§ **PROVIDED RECORDS**:
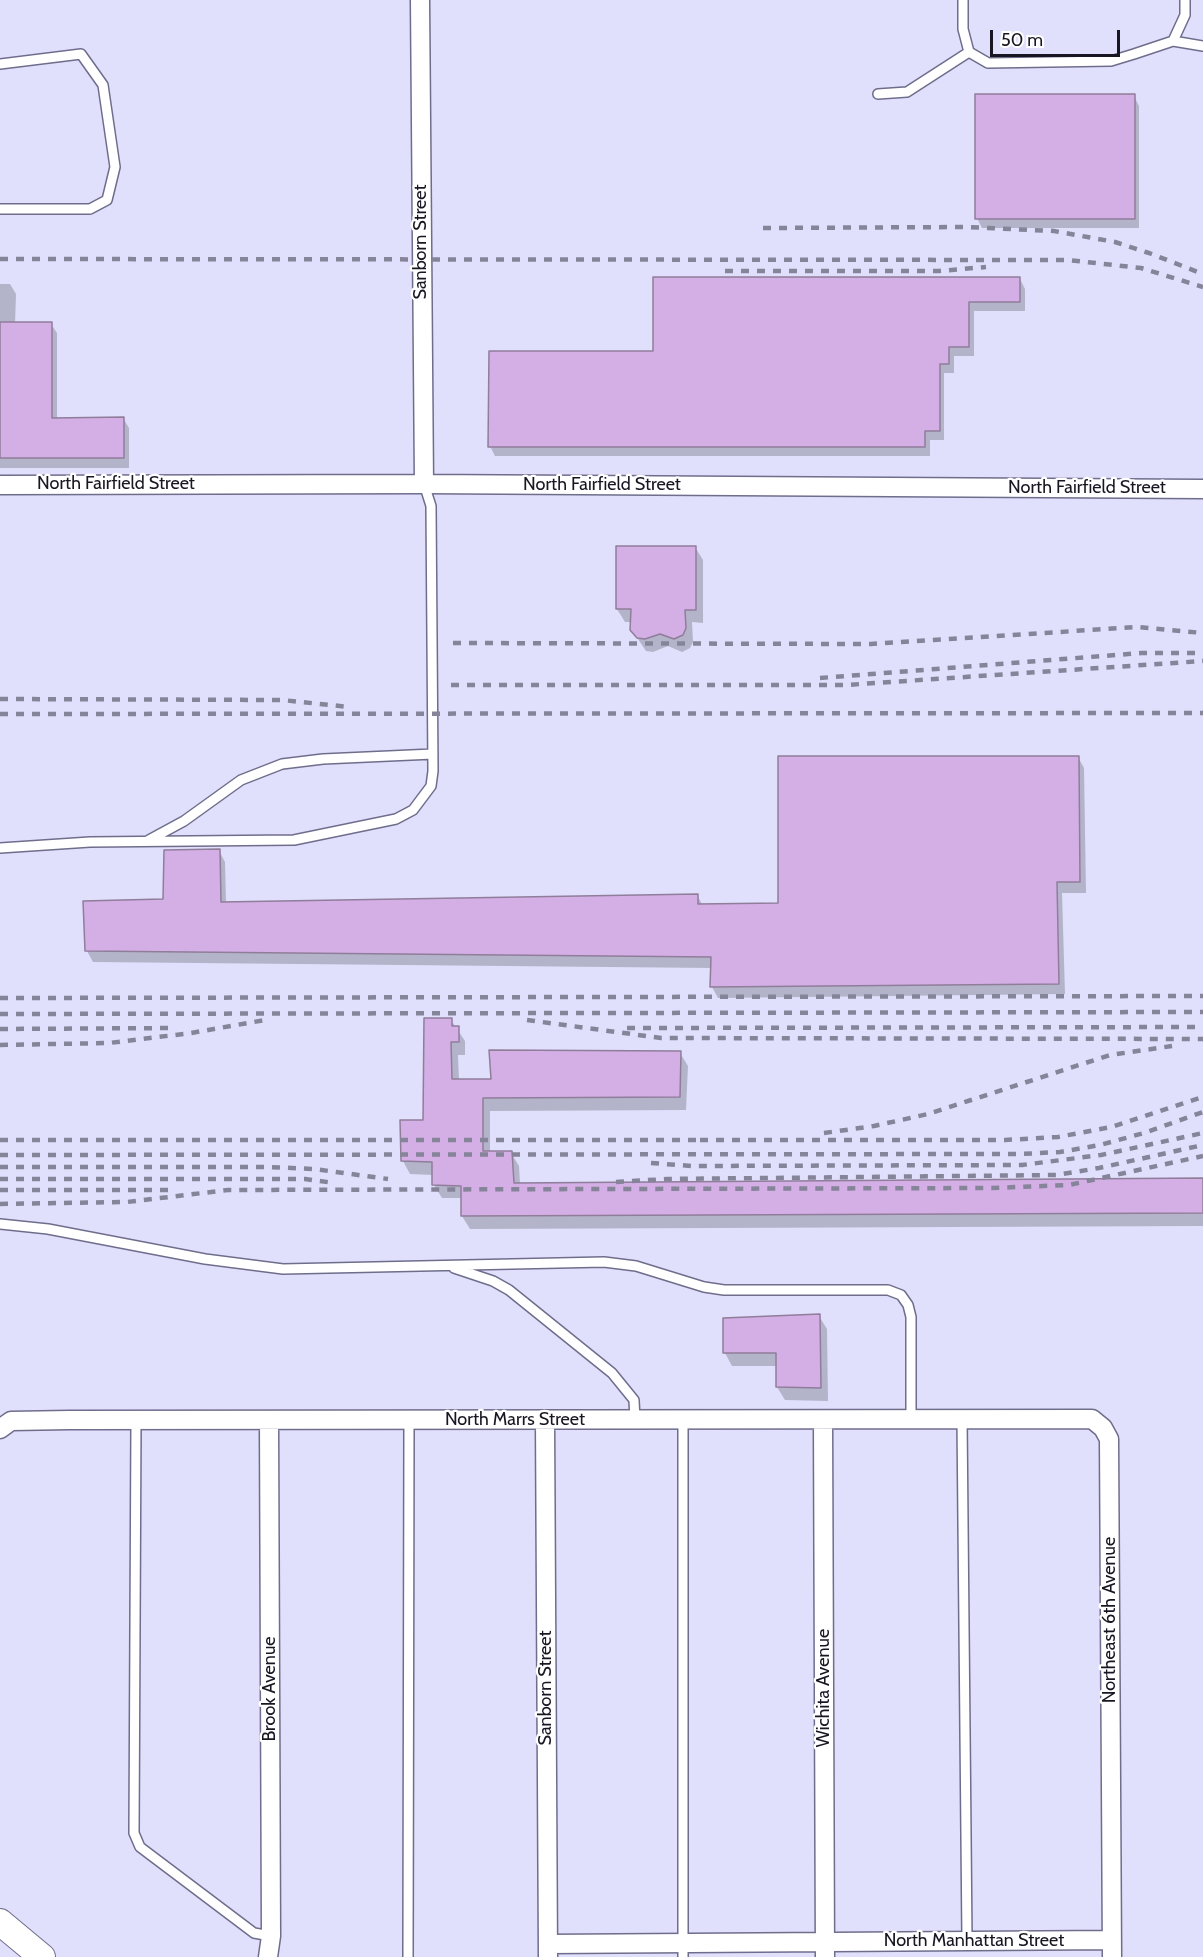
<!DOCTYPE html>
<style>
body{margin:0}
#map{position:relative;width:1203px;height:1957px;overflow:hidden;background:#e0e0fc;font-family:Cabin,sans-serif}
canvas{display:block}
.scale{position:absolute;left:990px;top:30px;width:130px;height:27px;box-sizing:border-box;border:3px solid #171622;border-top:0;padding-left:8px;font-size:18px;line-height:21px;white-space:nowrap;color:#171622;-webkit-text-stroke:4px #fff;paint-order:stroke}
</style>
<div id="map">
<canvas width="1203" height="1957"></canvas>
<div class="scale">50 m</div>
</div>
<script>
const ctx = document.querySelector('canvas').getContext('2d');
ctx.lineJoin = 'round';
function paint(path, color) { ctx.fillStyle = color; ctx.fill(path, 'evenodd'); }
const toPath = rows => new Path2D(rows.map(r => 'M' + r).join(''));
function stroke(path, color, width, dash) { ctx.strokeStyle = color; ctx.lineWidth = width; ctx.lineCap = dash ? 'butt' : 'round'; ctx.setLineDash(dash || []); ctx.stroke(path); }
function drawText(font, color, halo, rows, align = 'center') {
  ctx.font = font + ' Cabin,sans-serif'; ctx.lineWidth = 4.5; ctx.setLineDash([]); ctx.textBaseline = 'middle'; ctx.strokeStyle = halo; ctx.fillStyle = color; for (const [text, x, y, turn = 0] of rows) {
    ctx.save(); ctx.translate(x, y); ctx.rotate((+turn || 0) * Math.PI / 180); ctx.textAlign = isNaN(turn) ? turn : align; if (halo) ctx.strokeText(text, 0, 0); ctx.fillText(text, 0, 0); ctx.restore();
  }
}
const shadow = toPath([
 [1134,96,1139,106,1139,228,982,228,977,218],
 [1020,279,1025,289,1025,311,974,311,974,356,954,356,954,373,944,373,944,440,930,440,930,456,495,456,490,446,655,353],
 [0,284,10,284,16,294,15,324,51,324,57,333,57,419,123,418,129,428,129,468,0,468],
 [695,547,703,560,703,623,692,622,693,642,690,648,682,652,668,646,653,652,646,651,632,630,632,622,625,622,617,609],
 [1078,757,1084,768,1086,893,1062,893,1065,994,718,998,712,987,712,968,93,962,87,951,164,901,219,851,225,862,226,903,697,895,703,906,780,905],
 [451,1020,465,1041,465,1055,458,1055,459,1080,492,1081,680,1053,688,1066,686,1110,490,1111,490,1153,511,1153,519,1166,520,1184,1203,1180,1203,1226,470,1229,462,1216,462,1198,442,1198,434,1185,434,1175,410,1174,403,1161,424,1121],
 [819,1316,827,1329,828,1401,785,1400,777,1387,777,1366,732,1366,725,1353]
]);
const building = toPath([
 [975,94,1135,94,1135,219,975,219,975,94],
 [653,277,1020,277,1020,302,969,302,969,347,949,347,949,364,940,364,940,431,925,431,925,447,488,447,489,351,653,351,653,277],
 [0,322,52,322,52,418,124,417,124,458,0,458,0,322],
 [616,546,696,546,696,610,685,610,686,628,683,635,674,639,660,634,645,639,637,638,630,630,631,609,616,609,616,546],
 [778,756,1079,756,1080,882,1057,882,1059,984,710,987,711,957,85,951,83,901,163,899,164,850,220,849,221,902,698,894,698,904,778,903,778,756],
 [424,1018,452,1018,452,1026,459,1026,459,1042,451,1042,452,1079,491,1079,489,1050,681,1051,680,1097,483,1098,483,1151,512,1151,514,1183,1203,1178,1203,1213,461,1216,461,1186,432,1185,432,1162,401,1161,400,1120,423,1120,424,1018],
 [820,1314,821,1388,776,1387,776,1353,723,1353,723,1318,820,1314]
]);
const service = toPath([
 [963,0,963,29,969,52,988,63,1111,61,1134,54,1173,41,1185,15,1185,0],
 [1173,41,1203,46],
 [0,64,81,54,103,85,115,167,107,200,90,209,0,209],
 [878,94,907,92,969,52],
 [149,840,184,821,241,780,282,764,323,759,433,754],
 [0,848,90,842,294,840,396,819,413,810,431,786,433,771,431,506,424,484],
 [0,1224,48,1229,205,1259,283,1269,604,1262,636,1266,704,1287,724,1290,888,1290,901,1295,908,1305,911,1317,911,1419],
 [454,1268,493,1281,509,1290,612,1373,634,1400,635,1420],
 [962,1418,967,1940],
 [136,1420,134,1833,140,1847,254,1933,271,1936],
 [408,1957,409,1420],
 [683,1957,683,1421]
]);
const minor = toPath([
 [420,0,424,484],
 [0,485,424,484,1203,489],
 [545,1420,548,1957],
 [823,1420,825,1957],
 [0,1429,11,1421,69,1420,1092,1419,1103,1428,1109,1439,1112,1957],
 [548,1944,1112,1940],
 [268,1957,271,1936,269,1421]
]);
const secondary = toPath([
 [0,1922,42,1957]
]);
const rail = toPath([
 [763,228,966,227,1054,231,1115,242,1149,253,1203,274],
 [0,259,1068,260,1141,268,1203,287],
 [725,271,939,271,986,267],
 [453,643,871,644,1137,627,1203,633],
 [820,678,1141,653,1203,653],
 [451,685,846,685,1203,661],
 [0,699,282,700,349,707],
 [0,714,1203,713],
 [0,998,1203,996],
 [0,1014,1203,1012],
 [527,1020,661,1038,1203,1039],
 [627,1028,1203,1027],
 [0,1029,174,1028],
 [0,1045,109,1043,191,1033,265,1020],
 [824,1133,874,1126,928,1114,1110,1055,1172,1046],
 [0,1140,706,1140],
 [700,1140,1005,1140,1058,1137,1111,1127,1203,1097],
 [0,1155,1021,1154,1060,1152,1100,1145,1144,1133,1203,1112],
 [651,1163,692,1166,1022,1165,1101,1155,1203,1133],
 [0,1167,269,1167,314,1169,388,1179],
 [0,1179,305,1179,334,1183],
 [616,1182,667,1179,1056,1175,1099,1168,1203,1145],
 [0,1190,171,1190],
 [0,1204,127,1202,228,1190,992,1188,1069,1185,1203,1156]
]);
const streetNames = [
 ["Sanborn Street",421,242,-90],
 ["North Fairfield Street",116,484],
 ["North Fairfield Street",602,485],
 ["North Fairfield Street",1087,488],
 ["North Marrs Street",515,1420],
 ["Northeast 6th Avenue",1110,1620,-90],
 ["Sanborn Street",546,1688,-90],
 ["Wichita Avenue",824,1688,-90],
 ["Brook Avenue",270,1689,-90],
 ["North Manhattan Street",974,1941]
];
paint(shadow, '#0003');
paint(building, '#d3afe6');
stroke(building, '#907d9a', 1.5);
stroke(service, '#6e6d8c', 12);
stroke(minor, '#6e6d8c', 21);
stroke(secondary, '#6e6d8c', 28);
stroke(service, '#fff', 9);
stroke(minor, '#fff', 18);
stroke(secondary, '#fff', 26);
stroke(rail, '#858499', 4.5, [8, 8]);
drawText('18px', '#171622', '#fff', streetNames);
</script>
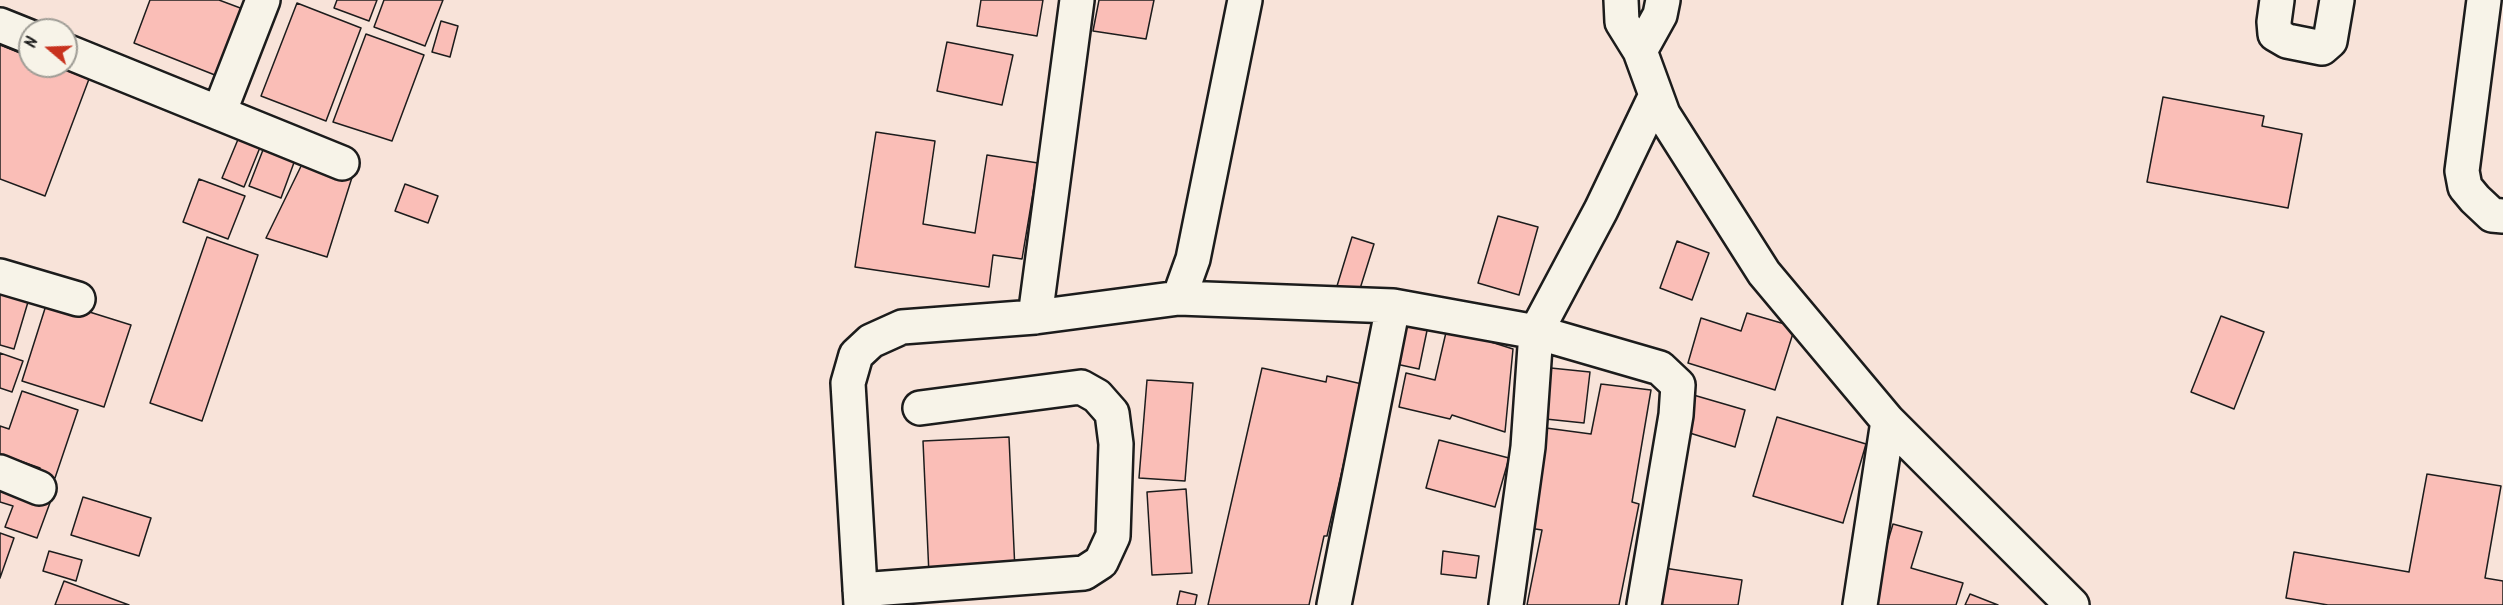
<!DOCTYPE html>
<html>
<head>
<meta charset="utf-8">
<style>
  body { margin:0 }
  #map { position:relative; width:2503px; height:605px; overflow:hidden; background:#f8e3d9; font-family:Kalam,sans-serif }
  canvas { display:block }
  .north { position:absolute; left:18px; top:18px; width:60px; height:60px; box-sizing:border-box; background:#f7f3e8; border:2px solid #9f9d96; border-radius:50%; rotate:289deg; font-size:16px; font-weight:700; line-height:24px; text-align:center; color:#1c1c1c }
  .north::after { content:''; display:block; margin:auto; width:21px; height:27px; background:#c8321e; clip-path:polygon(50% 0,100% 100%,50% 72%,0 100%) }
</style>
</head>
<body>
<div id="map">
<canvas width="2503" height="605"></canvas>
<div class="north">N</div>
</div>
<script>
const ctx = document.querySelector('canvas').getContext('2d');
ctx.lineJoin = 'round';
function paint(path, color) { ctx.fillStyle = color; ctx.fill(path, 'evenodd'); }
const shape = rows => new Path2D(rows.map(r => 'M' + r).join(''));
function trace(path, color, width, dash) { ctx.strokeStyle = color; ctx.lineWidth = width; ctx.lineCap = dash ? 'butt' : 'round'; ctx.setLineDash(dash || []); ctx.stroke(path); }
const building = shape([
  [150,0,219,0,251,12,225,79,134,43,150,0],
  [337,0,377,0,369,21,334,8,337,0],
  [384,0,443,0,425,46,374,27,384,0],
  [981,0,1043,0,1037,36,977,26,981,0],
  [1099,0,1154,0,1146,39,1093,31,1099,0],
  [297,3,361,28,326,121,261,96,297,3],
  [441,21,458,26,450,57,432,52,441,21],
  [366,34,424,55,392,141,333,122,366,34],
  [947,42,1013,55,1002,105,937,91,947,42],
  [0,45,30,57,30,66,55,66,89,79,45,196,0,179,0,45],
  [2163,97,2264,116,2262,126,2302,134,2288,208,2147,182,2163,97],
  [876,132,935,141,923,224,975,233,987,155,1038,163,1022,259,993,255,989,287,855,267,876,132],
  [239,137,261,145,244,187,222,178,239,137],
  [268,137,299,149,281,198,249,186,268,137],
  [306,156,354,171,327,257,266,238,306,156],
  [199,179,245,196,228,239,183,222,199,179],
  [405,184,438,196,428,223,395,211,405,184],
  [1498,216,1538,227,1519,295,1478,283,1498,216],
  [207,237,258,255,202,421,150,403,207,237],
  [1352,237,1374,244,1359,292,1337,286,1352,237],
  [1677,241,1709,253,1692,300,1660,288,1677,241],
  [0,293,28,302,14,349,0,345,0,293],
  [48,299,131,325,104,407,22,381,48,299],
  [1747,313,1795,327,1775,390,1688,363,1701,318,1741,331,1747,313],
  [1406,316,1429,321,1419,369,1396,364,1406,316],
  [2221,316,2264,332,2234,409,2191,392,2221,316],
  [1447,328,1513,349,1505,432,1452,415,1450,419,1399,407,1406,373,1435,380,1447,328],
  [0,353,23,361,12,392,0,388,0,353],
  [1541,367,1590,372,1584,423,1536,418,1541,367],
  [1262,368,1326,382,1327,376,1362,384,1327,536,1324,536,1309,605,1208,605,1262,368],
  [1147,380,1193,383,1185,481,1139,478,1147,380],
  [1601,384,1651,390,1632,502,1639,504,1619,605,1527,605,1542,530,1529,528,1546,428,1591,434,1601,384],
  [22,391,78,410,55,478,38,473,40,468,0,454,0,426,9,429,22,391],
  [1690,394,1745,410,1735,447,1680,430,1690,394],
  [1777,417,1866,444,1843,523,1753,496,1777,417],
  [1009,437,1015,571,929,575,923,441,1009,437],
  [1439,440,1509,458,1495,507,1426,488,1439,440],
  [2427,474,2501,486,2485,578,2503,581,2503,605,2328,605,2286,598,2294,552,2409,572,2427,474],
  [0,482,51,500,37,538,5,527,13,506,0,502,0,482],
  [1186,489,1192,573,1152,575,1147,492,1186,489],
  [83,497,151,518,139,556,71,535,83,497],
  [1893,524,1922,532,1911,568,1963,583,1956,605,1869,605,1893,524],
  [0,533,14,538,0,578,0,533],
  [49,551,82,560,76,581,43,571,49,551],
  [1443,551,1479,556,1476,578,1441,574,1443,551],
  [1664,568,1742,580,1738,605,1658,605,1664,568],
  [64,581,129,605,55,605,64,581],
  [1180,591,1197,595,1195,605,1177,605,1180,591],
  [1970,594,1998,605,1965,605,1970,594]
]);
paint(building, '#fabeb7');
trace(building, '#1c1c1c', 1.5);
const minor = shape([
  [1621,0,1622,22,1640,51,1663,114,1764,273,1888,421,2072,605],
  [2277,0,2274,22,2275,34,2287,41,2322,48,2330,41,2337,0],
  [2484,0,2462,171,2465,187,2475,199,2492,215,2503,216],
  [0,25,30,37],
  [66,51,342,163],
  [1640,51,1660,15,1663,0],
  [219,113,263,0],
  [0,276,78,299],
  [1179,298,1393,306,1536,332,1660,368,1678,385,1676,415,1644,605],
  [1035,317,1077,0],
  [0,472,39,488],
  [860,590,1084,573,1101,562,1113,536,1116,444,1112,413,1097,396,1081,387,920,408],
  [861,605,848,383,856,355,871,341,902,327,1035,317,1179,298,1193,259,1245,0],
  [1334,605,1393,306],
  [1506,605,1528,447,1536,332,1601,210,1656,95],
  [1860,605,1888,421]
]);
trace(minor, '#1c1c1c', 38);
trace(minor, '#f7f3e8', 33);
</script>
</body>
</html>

§ **REQUIREMENT**:
Search the records line by line for the word "turn" and copy every line where it appears.

§ **TASK RESULT**:
  ctx.font = font + ' Cabin,sans-serif'; ctx.lineWidth = 4.5; ctx.setLineDash([]); ctx.textBaseline = 'middle'; ctx.strokeStyle = halo; ctx.fillStyle = color; for (const [text, x, y, turn = 0] of rows) {
    ctx.save(); ctx.translate(x, y); ctx.rotate((+turn || 0) * Math.PI / 180); ctx.textAlign = isNaN(turn) ? turn : align; if (halo) ctx.strokeText(text, 0, 0); ctx.fillText(text, 0, 0); ctx.restore();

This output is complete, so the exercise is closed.